I had the pleasure, with my husband, of entertaining fellow Knitting Paradise member Knitting4Friends and her husband last night. Realizing we lived mere miles apart, we got together at my lakefront cabin for a fish fry supper, conversation, and of course knitting. 
Everyone had a good time and it surely will be repeated in the future. xo


----------



## MaryCarter (Oct 17, 2011)

What a lovely thing to do.....and hope you have many more years knitting together.


----------



## nevadalynn (Apr 27, 2011)

awwwwwwww....how nice is that??????


----------



## CBCAROL (Apr 12, 2011)

How Nice......... KP is GREAT...... :thumbup: :thumbup: :thumbup:


----------



## Cdambro (Dec 30, 2013)

That is wonderful!


----------



## Sarah Chana (Apr 15, 2014)

Wonderful..... and you both look so happy. It makes one feel good.


----------



## tat'sgran (Dec 13, 2011)

Sarah Chana said:


> Wonderful..... and you both look so happy. It makes one feel good.

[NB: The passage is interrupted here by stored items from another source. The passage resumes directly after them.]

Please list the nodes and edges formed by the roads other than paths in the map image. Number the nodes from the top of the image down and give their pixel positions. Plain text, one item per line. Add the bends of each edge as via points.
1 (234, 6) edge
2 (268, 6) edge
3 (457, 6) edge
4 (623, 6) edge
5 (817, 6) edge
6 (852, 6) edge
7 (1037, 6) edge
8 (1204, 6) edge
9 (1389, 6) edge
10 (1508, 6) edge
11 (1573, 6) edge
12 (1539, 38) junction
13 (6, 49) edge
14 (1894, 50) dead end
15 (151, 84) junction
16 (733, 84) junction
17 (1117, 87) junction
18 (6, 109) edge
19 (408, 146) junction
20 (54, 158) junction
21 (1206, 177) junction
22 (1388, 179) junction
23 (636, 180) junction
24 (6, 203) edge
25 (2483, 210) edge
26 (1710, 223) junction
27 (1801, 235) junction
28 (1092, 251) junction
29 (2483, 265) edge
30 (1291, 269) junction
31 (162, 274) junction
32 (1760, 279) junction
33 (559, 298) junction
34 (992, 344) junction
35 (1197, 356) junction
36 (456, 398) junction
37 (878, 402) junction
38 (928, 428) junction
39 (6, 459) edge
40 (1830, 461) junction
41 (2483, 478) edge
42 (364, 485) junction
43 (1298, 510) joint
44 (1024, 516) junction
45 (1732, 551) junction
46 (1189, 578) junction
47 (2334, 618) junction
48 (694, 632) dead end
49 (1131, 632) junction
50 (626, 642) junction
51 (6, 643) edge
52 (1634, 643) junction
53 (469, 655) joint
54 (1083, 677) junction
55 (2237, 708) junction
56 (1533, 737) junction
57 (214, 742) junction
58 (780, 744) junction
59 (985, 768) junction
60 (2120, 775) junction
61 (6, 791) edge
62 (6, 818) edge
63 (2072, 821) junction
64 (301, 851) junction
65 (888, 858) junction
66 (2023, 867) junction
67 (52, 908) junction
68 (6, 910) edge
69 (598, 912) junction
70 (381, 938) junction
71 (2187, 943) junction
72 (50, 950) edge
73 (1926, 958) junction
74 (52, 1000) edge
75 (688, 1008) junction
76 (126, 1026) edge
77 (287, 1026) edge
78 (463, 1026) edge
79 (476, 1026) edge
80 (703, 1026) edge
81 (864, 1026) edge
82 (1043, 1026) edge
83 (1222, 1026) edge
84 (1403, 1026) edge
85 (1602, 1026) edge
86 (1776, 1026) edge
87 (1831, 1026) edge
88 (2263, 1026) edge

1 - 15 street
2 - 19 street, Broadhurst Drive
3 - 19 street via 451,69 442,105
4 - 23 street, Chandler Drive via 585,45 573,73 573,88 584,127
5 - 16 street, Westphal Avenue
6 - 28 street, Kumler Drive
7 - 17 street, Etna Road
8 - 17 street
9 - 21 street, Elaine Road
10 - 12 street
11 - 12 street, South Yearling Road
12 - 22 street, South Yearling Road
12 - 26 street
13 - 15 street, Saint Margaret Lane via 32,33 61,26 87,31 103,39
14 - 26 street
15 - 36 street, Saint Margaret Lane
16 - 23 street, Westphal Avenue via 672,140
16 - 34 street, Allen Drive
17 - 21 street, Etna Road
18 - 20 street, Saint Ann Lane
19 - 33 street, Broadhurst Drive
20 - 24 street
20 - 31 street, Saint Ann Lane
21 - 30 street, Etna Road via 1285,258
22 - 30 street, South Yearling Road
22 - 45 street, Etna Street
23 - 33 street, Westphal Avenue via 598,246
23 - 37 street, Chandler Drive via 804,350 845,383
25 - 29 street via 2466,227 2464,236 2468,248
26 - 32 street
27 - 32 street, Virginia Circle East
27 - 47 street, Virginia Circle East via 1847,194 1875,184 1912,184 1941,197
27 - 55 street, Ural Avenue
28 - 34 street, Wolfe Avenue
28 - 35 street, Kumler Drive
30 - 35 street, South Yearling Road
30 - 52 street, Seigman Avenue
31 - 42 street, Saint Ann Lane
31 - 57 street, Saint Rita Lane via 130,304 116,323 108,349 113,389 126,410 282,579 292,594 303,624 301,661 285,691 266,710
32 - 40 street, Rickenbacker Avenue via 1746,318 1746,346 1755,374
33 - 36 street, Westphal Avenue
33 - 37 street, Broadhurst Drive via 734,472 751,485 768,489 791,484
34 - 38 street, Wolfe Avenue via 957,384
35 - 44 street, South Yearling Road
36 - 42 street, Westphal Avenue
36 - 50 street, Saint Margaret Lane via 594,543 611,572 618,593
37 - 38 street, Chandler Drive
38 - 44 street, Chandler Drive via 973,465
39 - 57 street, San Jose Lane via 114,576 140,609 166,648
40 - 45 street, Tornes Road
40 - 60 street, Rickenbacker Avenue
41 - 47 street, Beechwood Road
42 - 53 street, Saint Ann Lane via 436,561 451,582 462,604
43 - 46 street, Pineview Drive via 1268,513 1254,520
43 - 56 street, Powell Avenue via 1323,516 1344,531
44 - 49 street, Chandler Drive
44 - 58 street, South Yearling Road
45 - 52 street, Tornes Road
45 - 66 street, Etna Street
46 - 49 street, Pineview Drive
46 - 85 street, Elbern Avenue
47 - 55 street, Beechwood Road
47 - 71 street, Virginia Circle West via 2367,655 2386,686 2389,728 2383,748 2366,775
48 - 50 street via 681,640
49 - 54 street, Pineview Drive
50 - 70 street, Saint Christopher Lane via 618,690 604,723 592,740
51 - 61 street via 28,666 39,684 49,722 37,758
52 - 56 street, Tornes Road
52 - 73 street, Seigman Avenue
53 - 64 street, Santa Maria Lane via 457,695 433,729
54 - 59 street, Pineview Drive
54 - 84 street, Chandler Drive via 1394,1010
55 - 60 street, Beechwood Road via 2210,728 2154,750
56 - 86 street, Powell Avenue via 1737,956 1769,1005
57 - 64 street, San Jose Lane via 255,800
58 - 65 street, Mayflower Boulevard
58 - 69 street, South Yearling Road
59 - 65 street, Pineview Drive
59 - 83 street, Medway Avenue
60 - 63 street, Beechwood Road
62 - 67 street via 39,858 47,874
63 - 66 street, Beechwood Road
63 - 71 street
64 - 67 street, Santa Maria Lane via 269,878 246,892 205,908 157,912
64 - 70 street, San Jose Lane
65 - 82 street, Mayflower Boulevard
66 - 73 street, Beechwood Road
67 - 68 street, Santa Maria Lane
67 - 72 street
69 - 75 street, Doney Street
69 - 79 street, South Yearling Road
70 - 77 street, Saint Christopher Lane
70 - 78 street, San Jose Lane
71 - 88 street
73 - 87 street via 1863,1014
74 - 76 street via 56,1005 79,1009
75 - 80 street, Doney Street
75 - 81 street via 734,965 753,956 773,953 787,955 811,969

Good food, good company, good conversation, and not to forget the knitting needles.. who would not be happy..! xo


----------



## grandmatimestwo (Mar 30, 2011)

That's wonderful!


----------



## LucyinCanada (Oct 24, 2012)

What a great picture! Sounds like a perfect evening!


----------



## jobailey (Dec 22, 2011)

That is so fun!


----------



## run4fittness (May 22, 2011)

what a wonderful thing for both of you!


----------



## Gloria J (Mar 16, 2012)

I think that's awesome!!


----------



## lunieb (Apr 29, 2014)

Wonderful!


----------



## Sherry1 (May 14, 2011)

Awesome!


----------



## cafeknitter (Apr 2, 2013)

Terrific!!!! That's a wonderful idea!


----------



## knitting4friends (Jan 10, 2012)

Thank you tat'sgran for your wonderful hospitality!! We walked into hugs, a beautifully set table, great food and a wonderful view of the lake! I learned how to do short rows and some computer techy things. Looking forward to our next visit!
Thanks to all you kp friend for all your comments re tat'sgran's post.


----------



## Karena (Jul 3, 2011)

Great.


----------



## Angelina Camille (Sep 21, 2013)




----------



## Knitlady999 (Jul 1, 2011)

KP friends everywhere, Unite!


----------



## Catherine42 (Jul 3, 2013)

That is wonderful!!


----------



## sandj (May 16, 2012)

Yet so close and so far. See what KP does!


----------



## Marie porter (Aug 12, 2014)

Wonderful I counted 12 replies and from round the globe. I'm English.


----------



## SouthernGirl (Dec 28, 2011)

that must have been very special to all


----------